Book Review: What Feeds the Heart

A haunting story of grief, acceptance, and learning to see beauty in chaos

Content Warning: Child abuse, sexual abuse, animal abuse

What Feeds the Heart by Daryl Glinn-Tanner shines as equal parts fiction, memoir, and self-help. Written from the perspective of Jean-Marie Stark in her mother’s hospital room, What Feeds the Heart leaps from present to past and back again as she reads to her mother and reflects on a childhood of neglect at her mother’s hands.

“Reading aloud isn’t for Mom, but for me to unpack memories, emotions, slip into my feelings, heal the traumas that drive me to disassociate.”

The novel begins with Jean-Marie learning of her mother’s overdose and rushing to her deathbed. As she waits for the inevitable to happen, she begins to reflect on moments from her childhood: living with her mother in a commune, not fit for one child, let alone the three who lived there. As people come and go through the house, some friendly and others not so much, Jean-Marie finds solace in her will within, which she names “Willothin.”

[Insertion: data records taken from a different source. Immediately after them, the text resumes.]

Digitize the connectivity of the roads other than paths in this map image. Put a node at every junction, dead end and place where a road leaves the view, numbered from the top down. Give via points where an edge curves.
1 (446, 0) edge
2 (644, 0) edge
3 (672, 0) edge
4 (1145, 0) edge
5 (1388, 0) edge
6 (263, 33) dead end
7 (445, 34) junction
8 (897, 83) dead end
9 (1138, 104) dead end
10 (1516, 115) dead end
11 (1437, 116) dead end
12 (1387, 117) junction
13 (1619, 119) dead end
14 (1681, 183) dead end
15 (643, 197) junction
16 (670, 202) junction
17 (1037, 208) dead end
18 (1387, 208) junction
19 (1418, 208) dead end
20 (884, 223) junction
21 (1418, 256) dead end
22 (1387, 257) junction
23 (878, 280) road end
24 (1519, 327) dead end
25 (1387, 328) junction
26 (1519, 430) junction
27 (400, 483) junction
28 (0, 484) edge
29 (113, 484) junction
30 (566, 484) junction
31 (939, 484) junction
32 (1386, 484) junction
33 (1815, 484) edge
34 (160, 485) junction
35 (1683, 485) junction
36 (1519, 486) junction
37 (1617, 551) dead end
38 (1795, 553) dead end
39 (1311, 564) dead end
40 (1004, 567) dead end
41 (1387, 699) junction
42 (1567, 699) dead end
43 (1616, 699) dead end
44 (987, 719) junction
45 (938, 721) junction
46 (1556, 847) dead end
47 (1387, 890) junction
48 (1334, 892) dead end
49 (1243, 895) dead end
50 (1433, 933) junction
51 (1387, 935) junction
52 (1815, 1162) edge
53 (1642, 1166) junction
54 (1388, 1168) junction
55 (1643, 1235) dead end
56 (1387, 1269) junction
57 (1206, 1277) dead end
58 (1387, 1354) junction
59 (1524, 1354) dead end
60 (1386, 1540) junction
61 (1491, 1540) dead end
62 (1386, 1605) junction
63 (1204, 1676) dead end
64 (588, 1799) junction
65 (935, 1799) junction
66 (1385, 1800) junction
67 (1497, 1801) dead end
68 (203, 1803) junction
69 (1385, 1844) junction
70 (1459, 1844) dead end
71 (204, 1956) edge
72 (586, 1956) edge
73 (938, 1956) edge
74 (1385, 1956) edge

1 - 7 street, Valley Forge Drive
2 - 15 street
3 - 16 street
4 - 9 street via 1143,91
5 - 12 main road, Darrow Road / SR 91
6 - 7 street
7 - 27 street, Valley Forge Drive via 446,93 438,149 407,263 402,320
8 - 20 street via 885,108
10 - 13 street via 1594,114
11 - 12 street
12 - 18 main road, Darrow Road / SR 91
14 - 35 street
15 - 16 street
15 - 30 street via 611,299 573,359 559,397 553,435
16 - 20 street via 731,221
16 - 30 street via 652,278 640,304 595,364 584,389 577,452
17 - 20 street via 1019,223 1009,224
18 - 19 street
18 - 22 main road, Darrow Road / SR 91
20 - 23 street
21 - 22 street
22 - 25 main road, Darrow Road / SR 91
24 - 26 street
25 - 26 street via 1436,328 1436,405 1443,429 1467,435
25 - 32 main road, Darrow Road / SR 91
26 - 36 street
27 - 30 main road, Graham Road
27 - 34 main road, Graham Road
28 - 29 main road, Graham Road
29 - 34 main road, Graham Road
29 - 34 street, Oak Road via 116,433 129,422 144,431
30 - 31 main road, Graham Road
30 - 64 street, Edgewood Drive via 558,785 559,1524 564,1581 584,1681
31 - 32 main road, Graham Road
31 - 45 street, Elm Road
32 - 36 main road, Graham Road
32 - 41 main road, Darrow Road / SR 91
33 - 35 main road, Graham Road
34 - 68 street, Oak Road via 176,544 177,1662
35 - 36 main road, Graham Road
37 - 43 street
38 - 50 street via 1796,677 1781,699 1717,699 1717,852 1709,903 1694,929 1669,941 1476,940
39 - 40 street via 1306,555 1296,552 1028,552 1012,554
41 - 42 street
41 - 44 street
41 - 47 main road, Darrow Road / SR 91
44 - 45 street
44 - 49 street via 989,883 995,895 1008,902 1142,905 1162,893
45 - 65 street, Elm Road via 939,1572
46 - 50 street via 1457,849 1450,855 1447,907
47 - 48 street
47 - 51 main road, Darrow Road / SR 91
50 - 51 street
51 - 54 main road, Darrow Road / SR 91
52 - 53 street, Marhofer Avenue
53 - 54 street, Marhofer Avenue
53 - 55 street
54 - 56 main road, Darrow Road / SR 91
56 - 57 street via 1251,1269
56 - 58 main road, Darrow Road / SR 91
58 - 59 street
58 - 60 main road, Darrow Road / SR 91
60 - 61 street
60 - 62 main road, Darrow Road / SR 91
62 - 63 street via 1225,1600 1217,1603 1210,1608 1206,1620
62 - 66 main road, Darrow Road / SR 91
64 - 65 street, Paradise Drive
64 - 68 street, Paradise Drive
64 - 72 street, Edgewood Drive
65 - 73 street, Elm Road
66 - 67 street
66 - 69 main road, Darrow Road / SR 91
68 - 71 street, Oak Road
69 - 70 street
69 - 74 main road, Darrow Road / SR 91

In a house with some truly questionable characters, Jean-Marie manages to find a few to look out for herself as she faces whatever struggles life throws at her. There’s Bodhi, arriving at Jean-Marie’s home from an East Indian Ashram, who teaches Jean-Marie how to cook his favorite recipes, some of which are included at the end of the book. Michael, a blind veteran, teaches her skills to cope with what we later learn is undiagnosed dyslexia.

Her Great-Aunt Myrtle does what she can when she isn’t occupied with her own health. Through almost all of her adventures though, Willothin is with her, warning her of danger or encouraging her to truly see the beauty around her.

“The breeze stirs up my pretend friend—she smells of comfort spices—nutmeg and vanilla.”

Glinn-Tanner excels at telling this story through the eyes of a child. Her descriptions of Jean-Marie’s world truly bring this story to life, creating a sense of whimsy and wonder in a story otherwise filled with heartbreak. She is able to evoke an almost visceral response to her descriptions of jumping in a cool stream or walking barefoot on the pavement in the dead of summer. She intersperses this with feelings of helplessness, of knowing there is nothing that can be done for the loved one in the hospital bed.

What Feeds the Heart is a lesson in grief, acceptance, and confronting our struggles and triumphs head on. This book is not for the faint of heart though; it contains brief descriptions of child abuse, sexual abuse, animal abuse, and drug use. Those familiar with these themes may find solace in detailed descriptions of Jean-Marie’s coping mechanisms and the strength she needs to find to get there. In the end, one must determine what they are able to endure, as Jean-Marie does throughout her lifetime.